Exercise brief.
Which lines of the records contain the word "Msumi"? Show each of them.

Records provided.
· · · · ·
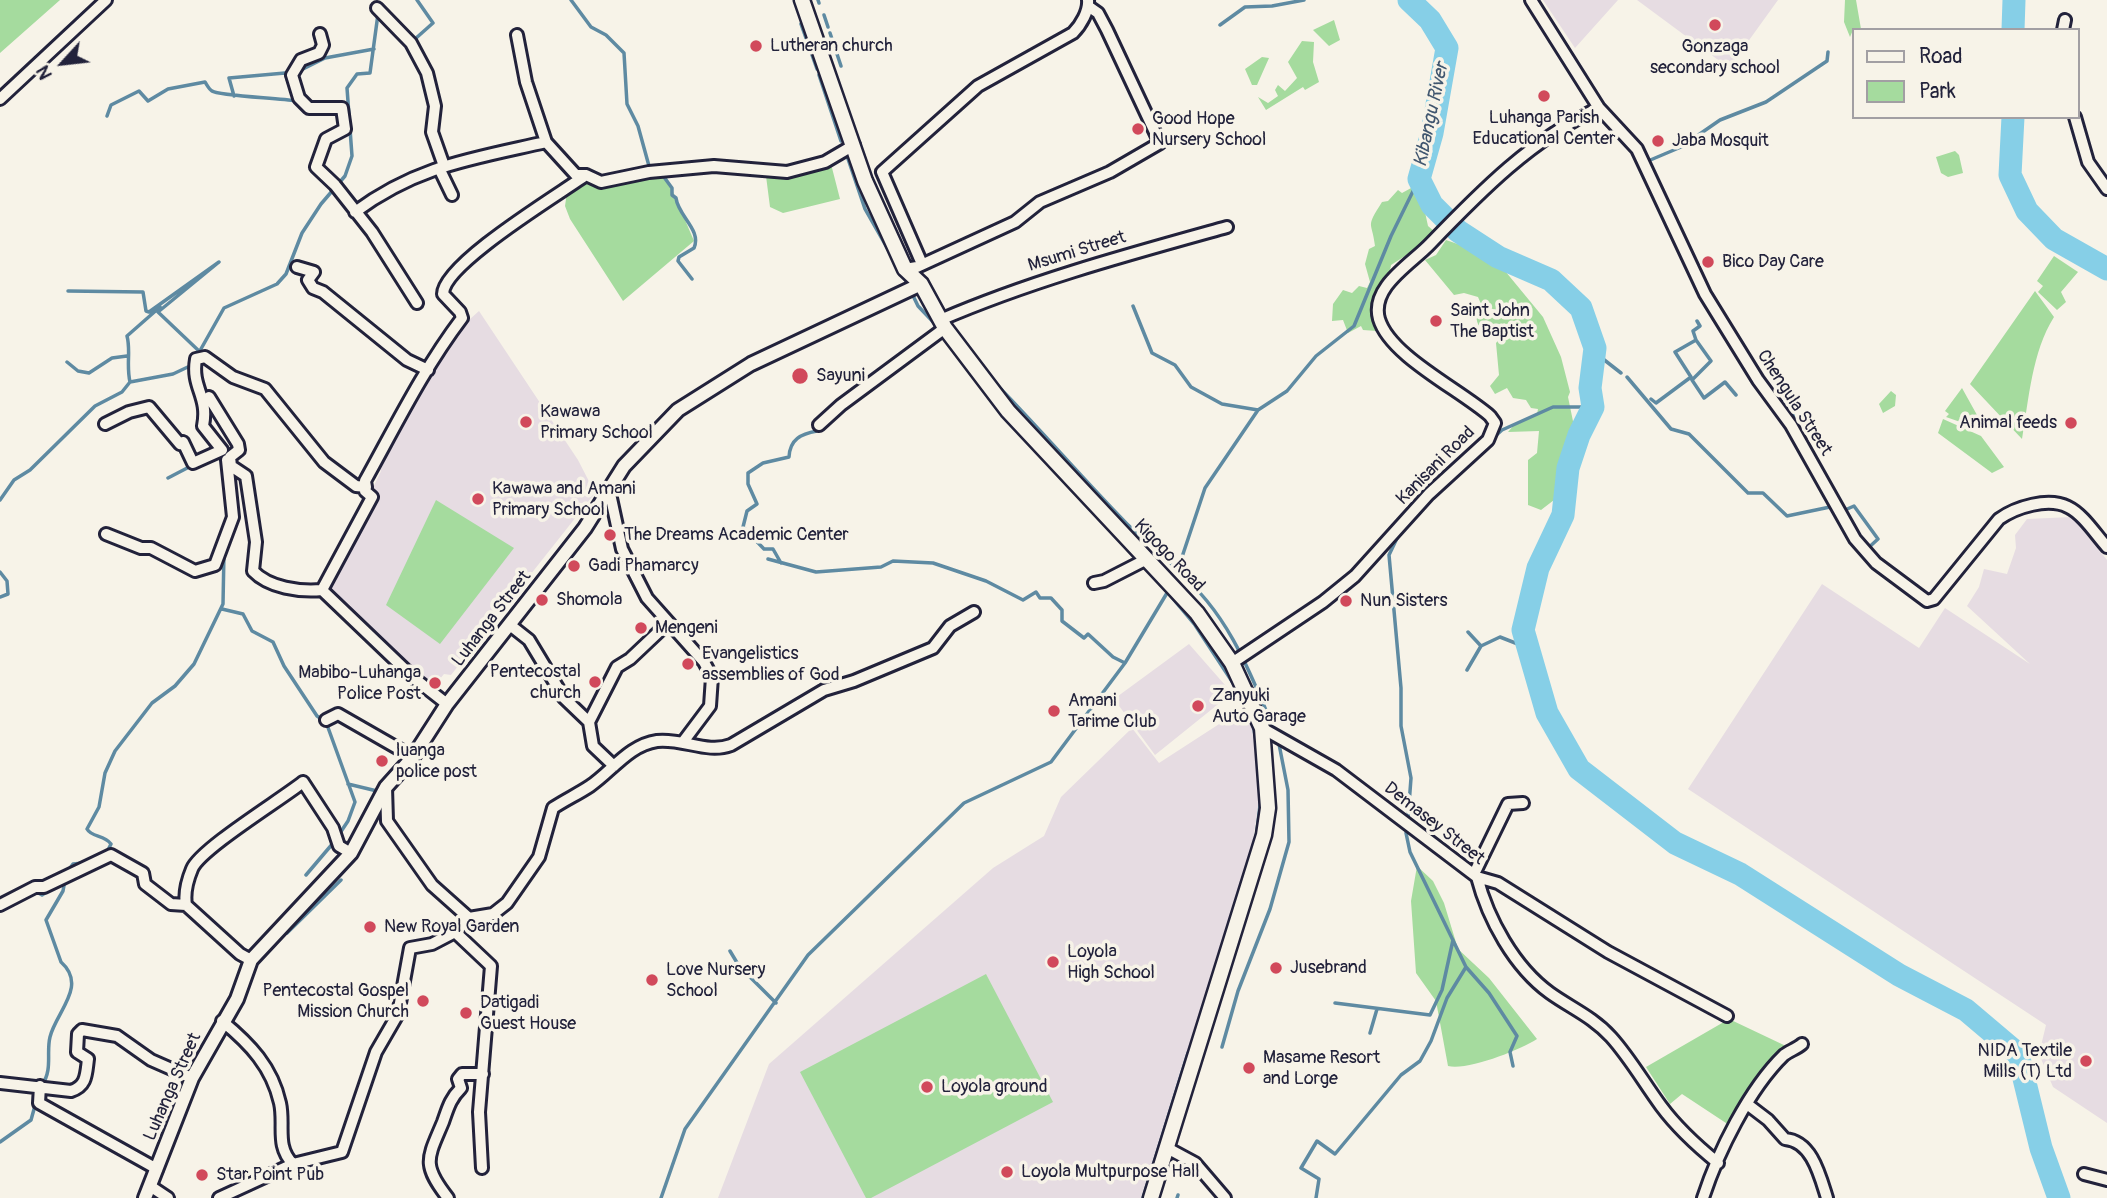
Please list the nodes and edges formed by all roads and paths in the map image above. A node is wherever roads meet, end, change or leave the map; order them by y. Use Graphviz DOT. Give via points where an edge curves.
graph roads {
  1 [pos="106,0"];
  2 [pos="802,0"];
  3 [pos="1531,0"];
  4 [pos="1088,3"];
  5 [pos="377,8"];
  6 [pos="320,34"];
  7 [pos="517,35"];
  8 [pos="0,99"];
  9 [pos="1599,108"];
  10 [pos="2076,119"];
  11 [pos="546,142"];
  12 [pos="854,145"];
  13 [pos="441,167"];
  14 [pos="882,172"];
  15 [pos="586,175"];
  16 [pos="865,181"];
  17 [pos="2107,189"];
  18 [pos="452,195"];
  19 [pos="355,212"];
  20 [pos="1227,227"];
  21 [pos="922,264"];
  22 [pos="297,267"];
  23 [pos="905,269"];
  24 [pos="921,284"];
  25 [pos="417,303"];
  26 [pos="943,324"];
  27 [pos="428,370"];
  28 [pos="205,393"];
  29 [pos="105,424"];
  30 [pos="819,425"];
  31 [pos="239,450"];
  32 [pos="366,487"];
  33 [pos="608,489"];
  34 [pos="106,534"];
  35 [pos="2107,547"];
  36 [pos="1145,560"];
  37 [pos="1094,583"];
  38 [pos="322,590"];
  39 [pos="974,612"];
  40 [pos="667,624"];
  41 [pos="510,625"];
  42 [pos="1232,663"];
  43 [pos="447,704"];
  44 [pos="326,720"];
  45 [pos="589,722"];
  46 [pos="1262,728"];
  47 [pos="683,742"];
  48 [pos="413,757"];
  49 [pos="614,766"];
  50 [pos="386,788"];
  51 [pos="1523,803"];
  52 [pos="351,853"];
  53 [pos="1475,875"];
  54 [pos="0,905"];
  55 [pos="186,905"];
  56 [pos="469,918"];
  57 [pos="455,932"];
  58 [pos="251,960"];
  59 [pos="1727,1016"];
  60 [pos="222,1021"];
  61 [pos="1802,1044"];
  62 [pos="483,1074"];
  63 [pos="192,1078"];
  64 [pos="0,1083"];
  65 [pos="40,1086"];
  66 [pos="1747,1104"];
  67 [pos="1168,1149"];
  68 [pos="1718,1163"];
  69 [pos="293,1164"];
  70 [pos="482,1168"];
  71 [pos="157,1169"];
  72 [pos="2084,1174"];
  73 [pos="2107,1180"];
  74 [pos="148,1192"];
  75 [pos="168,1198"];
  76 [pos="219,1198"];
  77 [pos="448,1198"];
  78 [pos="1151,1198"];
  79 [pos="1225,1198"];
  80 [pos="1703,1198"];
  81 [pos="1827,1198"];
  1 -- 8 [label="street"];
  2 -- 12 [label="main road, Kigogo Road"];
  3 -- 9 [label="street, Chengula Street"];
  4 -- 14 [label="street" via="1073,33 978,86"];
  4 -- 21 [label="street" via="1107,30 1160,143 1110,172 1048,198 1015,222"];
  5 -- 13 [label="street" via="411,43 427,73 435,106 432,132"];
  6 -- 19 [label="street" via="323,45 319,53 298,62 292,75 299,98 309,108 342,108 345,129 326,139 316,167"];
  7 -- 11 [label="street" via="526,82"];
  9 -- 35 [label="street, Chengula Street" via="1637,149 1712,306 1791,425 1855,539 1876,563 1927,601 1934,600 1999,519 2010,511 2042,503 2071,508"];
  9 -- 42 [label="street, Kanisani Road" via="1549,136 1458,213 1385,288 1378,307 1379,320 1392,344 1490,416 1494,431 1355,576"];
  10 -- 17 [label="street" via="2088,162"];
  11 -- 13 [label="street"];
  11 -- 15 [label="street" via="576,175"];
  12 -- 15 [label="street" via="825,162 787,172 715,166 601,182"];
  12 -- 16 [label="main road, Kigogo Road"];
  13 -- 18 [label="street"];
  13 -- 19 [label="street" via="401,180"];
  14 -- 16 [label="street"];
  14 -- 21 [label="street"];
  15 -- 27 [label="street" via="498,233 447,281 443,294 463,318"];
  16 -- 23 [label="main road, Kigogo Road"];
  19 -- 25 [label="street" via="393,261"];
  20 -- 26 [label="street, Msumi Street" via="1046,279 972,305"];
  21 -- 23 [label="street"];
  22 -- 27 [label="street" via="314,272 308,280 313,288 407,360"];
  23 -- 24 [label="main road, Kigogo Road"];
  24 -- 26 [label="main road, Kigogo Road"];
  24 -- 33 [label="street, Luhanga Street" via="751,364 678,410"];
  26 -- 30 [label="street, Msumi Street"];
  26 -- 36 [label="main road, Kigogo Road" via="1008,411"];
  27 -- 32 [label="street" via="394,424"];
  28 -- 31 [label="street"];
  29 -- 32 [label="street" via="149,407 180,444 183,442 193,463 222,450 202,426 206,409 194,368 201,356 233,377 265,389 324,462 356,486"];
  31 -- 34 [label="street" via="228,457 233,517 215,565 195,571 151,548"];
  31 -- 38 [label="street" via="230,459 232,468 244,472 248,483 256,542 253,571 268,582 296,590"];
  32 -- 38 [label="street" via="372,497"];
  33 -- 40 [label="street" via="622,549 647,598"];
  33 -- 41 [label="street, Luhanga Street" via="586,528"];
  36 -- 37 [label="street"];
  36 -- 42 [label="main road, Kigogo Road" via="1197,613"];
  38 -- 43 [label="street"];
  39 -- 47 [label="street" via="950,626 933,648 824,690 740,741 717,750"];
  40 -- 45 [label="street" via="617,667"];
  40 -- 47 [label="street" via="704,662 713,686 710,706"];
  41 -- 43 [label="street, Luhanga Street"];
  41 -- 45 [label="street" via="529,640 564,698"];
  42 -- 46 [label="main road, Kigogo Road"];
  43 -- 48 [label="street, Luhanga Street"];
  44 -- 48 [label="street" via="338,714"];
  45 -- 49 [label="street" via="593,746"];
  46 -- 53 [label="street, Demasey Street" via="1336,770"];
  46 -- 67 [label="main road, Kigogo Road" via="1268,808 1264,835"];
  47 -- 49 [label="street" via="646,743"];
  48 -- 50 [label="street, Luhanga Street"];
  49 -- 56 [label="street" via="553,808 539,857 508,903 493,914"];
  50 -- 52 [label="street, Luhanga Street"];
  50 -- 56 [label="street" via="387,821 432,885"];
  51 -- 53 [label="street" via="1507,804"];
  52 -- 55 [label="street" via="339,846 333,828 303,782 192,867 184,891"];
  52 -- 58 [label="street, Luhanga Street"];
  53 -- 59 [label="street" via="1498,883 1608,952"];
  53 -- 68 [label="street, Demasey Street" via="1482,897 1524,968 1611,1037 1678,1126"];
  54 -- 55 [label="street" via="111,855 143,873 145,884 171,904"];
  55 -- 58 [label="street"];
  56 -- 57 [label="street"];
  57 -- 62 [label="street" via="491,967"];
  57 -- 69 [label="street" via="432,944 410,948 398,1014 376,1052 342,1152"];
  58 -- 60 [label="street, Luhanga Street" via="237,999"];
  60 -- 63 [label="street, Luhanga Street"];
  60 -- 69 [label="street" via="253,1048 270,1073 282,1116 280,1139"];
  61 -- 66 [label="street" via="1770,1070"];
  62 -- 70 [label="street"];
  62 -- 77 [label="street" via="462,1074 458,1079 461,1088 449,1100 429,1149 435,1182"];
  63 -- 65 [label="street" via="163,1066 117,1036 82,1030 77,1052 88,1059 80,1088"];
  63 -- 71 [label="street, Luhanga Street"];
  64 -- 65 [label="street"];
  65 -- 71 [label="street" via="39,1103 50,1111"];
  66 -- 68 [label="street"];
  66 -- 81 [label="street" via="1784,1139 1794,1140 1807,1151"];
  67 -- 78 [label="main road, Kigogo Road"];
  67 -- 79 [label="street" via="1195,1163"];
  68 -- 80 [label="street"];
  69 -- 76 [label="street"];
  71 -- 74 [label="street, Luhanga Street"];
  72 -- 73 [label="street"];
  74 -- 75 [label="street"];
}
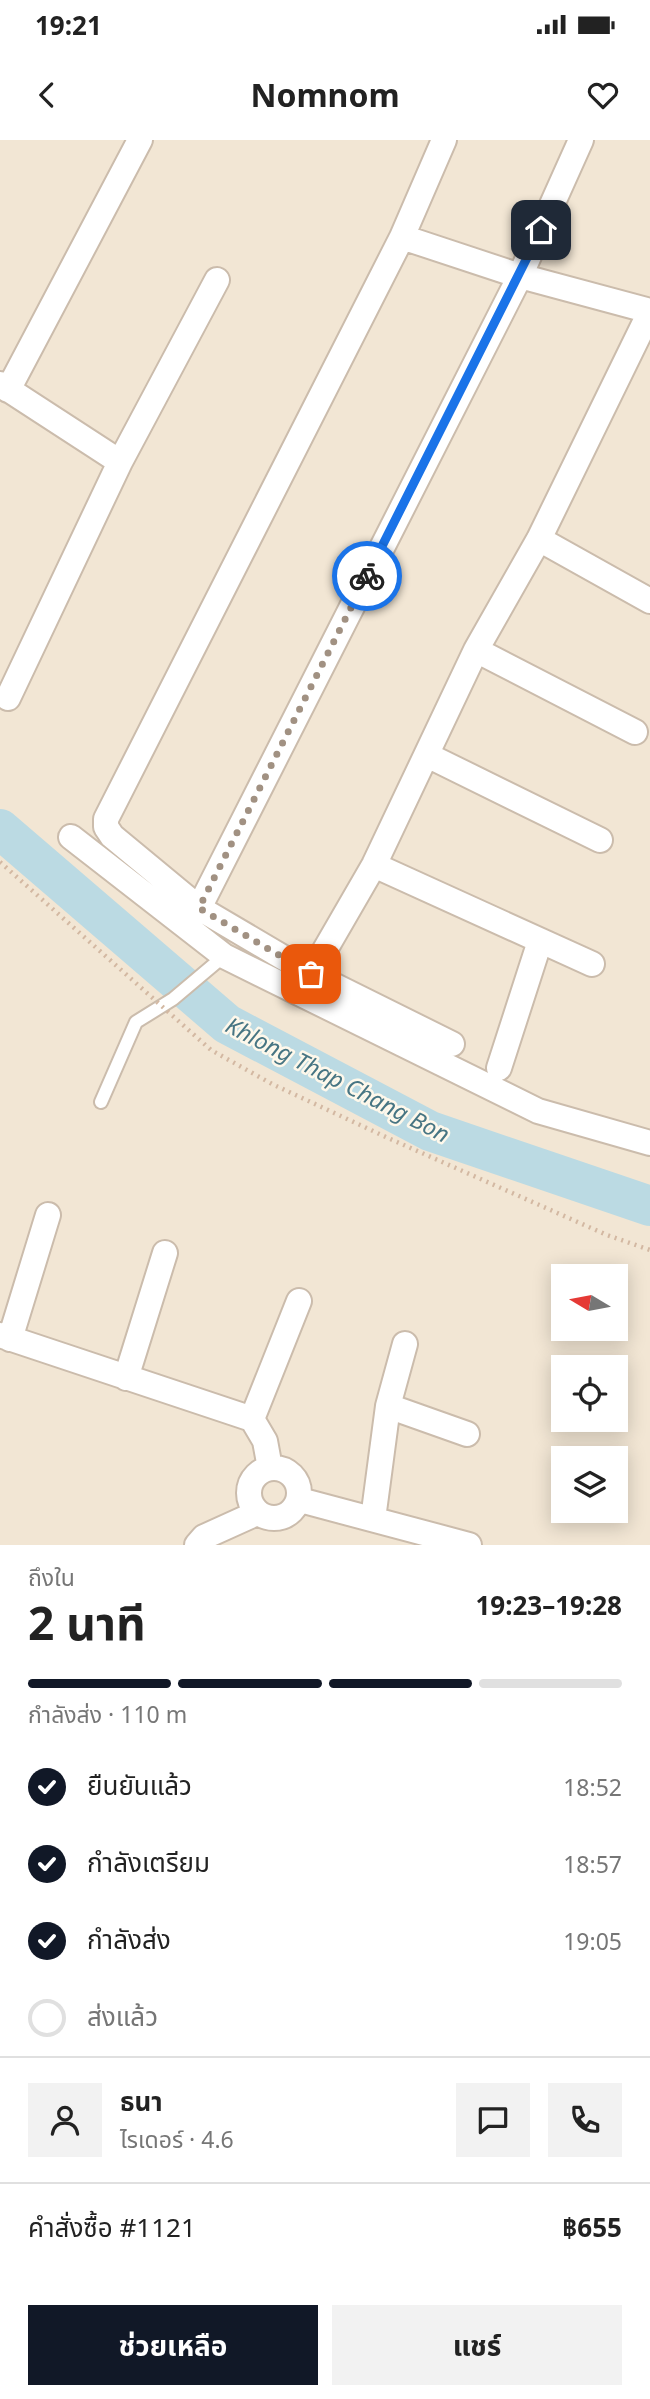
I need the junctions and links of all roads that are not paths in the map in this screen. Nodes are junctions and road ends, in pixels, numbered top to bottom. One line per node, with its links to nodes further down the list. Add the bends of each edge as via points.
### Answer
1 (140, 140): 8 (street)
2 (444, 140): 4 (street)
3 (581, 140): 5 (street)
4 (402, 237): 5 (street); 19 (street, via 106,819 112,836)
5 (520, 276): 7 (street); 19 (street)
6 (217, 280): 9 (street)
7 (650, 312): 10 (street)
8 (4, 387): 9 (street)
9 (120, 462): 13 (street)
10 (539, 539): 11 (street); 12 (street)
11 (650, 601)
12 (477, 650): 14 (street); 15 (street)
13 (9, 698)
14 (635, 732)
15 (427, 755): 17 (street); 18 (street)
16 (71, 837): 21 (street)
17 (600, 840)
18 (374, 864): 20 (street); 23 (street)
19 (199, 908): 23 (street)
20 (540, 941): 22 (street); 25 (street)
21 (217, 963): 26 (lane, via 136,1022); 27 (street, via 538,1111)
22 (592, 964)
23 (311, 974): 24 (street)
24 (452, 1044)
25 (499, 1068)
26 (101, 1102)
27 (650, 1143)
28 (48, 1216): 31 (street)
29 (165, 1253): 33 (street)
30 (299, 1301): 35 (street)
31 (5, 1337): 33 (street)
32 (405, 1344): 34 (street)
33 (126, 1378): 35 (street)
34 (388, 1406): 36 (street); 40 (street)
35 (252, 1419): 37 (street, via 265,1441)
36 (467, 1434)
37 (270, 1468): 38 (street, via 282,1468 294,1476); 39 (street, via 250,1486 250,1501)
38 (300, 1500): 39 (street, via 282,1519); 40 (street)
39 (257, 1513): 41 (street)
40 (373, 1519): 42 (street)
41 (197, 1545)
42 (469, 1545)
· · · · ·
Answer to this exercise.
  20 -- 26 [label="street, Msumi Street" via="1046,279 972,305"];
  26 -- 30 [label="street, Msumi Street"];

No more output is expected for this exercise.